One of the comic books Dad gave me last year leans against the wall. In case of an emergency, our pocket change is hidden inside. I tuck the box closer, ensuring it stays in place before straightening up.

Mom is passed out from the lines she sniffed in the bathroom. Her brown strands are splayed across the table. I step out of our cramped trailer house and glance at her one last time before I shut the door behind me. I don’t know why she tries to hide it when it’s obvious she’s been using for years.

Maybe she’s ashamed?

In all fairness, I don’t think she even remembers how jittery she became a few times, how her hallucinations worsened in the past when paranoia kicked in, and she needed a fix. I had to be the one to find it for her and inject that poison into her vein.

Not anymore.

I make sure she only takes small doses when needed and monitor her addiction to keep her alive. Her fleeting memories worsen each day. It’s even harder to watch her waste away.

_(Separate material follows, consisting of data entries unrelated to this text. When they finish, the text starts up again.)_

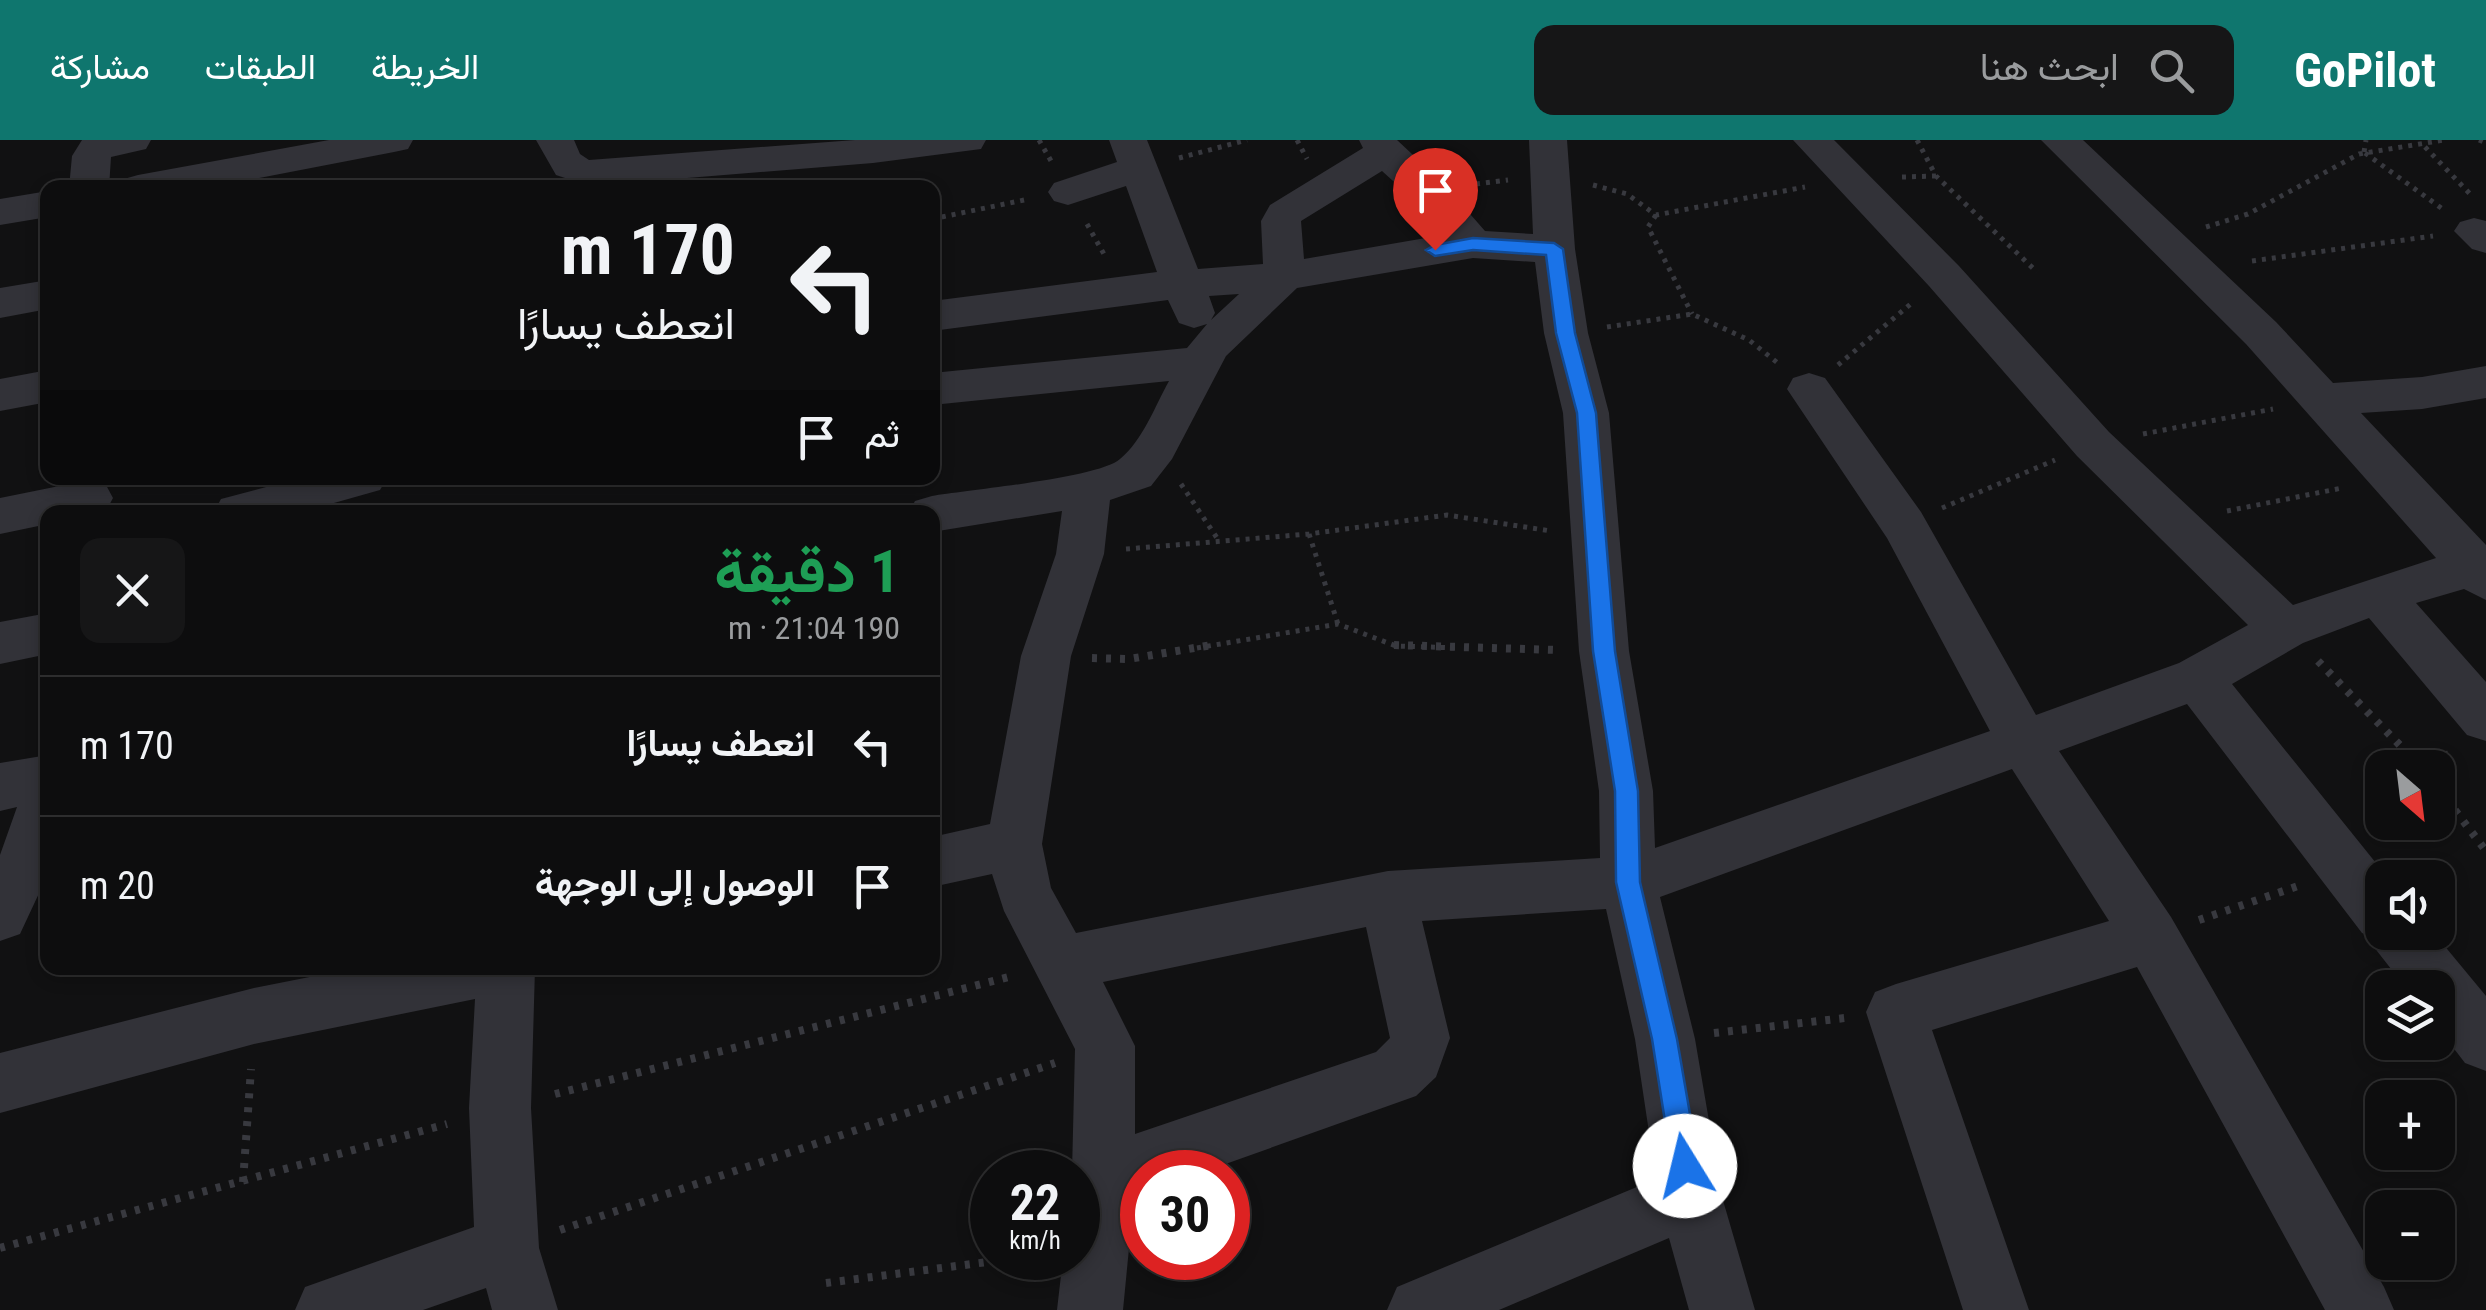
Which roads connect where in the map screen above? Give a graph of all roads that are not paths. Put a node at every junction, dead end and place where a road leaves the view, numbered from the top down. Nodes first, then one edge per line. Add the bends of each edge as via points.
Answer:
1 (394, 140) edge
2 (555, 140) edge
3 (967, 140) edge
4 (1812, 140) edge
5 (2060, 140) edge
6 (109, 143) edge
7 (1381, 146) edge
8 (1134, 154) edge
9 (1550, 157) edge
10 (90, 180) edge
11 (181, 180) edge
12 (592, 180) edge
13 (1068, 192) road end
14 (40, 205) edge
15 (0, 212) edge
16 (1473, 244) junction
17 (1554, 249) junction
18 (1284, 276) junction
19 (1181, 283) junction
20 (40, 296) edge
21 (0, 303) edge
22 (940, 315) edge
23 (1204, 355) junction
24 (2486, 382) edge
25 (40, 388) edge
26 (940, 388) edge
27 (1809, 390) road end
28 (0, 395) edge
29 (2323, 400) junction
30 (338, 485) edge
31 (1088, 489) junction
32 (89, 496) edge
33 (49, 505) edge
34 (264, 505) edge
35 (40, 507) edge
36 (940, 513) edge
37 (0, 516) edge
38 (2482, 571) edge
39 (2378, 594) junction
40 (2286, 630) junction
41 (40, 635) edge
42 (0, 644) edge
43 (2197, 678) junction
44 (2486, 719) edge
45 (2024, 740) junction
46 (40, 780) edge
47 (0, 788) edge
48 (40, 833) edge
49 (1014, 844) junction
50 (940, 860) edge
51 (1628, 882) junction
52 (2365, 893) edge
53 (1388, 898) junction
54 (0, 915) edge
55 (2150, 936) junction
56 (2412, 950) edge
57 (1060, 964) junction
58 (457, 975) edge
59 (506, 975) edge
60 (2486, 1042) edge
61 (0, 1082) edge
62 (1104, 1176) junction
63 (1690, 1197) junction
64 (506, 1248) junction
65 (1716, 1306) edge
66 (328, 1310) edge
67 (525, 1310) edge
68 (1090, 1310) edge
69 (1420, 1310) edge
70 (1996, 1310) edge
71 (2360, 1310) edge

1 - 11 street
2 - 12 street via 562,162
3 - 12 street via 863,154 750,158
4 - 40 street via 2092,444
5 - 29 street
6 - 10 street via 92,156
7 - 16 street
7 - 18 street via 1284,214
8 - 13 street
8 - 19 street
9 - 17 street
14 - 15 street
16 - 17 street
16 - 18 street
17 - 51 street via 1586,413 1604,651 1624,764
18 - 19 street
18 - 23 street
19 - 22 street
19 - 23 street
20 - 21 street
23 - 26 street
23 - 31 street via 1135,474
24 - 29 street
25 - 28 street
27 - 45 street via 1904,525
29 - 38 street
30 - 34 street
31 - 36 street
31 - 49 street via 1080,554 1046,656
32 - 33 street
35 - 37 street
38 - 39 street
39 - 40 street
39 - 44 street
40 - 43 street
41 - 42 street
43 - 45 street
43 - 52 street
45 - 51 street
45 - 55 street
46 - 47 street
48 - 54 street
49 - 50 street
49 - 57 street via 1024,894
51 - 53 street
51 - 63 street via 1664,1039
53 - 57 street
53 - 62 street via 1420,1038 1416,1056 1395,1074
55 - 70 street via 1896,1012
55 - 71 street
56 - 60 street
57 - 62 street via 1105,1046
58 - 61 street via 254,1016
59 - 64 street via 500,1108
62 - 68 street
63 - 65 street
63 - 69 street
64 - 66 street
64 - 67 street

Dad disappears more often than not, and when he’s gone for long stretches, I know he’s probably in prison, which is funny because I feel like I’m the one in prison.

He is so fucking useless.

The wet grass beneath the soles of my shoes guides me as I stroll around the row of trailers, making my way to the tents and food vendors.

Each act has its own tent, and the performers live here, including me. I have lived in the circus my whole life. This place is a nightmare that no kid will ever understand because theycome here for the thrill, happy smiles, and sometimes tears when they get scared, but eventually, they leave. I get to stay. Completely deserted. And I always have to watch my back because no one else will.

The roar of dirt bike engines echoes across the circus. The motocross shows are the city’s most anticipated events, especially when the Globe of Death is part of the act.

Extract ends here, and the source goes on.